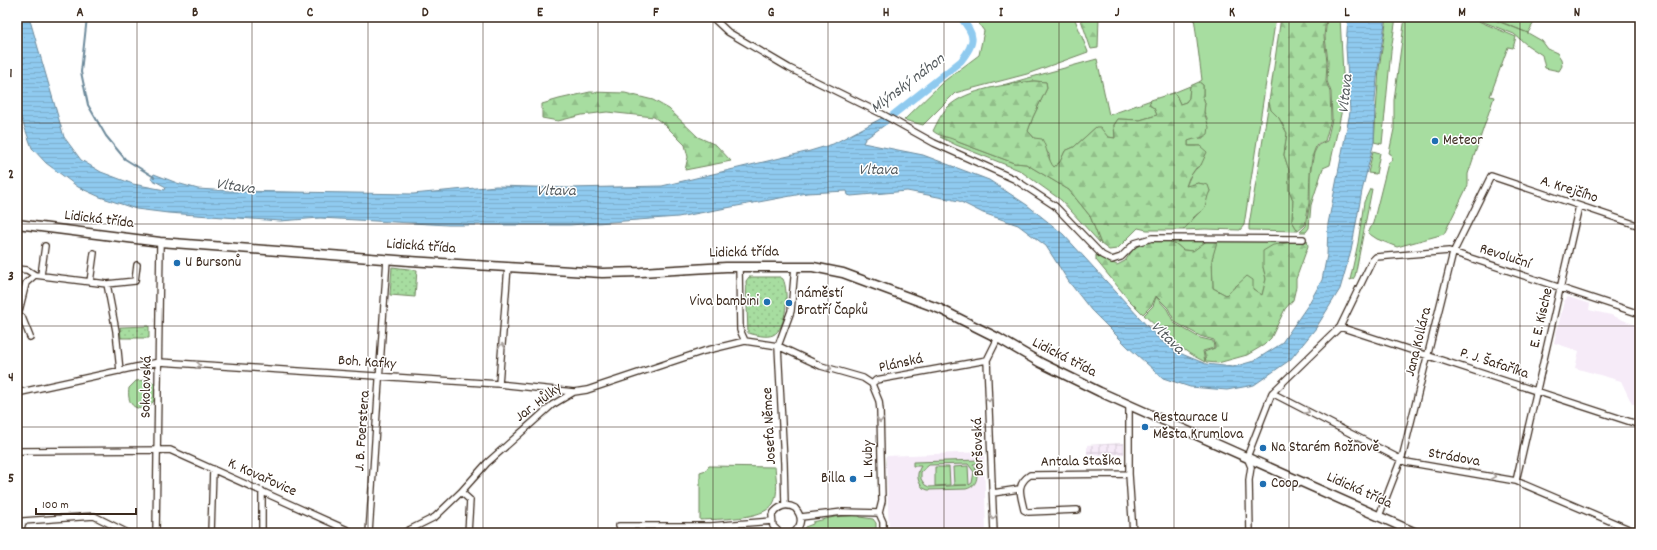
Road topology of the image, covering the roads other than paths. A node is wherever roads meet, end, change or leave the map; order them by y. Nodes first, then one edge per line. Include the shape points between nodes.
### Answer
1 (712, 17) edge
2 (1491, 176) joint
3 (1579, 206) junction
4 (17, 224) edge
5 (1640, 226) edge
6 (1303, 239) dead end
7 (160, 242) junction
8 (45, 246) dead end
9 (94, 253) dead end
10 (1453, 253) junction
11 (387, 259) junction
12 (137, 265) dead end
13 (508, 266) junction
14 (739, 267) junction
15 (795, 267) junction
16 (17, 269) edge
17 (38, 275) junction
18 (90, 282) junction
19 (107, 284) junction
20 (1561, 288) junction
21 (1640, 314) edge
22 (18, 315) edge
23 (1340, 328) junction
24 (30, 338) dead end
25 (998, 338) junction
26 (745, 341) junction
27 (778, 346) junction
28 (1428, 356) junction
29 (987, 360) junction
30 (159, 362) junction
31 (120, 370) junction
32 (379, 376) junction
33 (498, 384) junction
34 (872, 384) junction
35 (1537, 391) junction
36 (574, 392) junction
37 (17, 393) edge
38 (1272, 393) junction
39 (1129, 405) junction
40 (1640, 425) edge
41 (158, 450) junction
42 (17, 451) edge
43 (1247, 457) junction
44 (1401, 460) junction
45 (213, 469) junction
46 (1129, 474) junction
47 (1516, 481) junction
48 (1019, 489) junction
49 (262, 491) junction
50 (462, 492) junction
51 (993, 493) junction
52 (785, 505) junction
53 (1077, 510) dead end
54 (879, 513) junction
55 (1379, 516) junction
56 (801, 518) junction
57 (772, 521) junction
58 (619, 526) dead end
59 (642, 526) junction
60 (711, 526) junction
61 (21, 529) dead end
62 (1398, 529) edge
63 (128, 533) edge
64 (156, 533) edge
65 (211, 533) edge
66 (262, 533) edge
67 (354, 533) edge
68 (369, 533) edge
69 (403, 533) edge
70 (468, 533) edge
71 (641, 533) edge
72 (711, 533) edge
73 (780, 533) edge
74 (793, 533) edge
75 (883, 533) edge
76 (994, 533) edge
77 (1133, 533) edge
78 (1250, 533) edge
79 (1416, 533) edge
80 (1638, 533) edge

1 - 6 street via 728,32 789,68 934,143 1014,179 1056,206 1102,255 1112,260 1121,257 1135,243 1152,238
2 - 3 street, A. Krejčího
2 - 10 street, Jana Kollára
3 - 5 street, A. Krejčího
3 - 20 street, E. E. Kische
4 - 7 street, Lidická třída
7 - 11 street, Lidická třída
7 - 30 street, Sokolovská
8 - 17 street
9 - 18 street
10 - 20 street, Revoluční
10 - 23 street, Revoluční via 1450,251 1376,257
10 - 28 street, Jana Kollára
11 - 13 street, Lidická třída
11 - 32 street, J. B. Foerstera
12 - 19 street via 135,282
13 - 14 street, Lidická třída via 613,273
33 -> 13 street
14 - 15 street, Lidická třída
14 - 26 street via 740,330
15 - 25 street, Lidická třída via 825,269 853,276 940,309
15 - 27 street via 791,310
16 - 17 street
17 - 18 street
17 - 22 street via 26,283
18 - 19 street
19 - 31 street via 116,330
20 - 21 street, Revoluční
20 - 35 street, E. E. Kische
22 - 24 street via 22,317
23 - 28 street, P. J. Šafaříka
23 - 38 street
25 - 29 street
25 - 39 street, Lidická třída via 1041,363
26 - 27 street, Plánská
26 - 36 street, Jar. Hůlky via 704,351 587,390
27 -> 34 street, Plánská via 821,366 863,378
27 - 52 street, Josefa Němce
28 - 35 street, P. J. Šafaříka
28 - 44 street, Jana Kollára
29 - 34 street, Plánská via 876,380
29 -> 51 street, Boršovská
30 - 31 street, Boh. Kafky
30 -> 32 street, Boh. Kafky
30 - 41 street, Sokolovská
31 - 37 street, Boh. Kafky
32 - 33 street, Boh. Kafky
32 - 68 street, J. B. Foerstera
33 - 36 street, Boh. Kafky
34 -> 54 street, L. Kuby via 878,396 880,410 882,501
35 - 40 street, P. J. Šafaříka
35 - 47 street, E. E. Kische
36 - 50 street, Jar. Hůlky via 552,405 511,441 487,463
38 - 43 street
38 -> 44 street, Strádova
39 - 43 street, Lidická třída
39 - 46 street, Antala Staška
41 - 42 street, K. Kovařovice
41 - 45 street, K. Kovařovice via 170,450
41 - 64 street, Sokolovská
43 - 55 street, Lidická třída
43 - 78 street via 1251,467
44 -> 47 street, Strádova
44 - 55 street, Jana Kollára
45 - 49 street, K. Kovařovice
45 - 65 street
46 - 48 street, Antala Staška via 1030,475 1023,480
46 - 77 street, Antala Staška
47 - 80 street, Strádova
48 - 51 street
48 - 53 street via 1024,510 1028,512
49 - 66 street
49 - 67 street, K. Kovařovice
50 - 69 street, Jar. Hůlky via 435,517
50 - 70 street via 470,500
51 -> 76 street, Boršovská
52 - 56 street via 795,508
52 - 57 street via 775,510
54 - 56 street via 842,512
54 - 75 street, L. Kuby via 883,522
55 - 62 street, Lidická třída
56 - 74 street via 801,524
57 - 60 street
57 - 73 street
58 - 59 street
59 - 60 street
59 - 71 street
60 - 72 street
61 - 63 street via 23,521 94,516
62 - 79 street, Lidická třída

Problem to work on: A count is wanted, and nothing else: the lines of this listing that include the word "Antala".

Solution: 3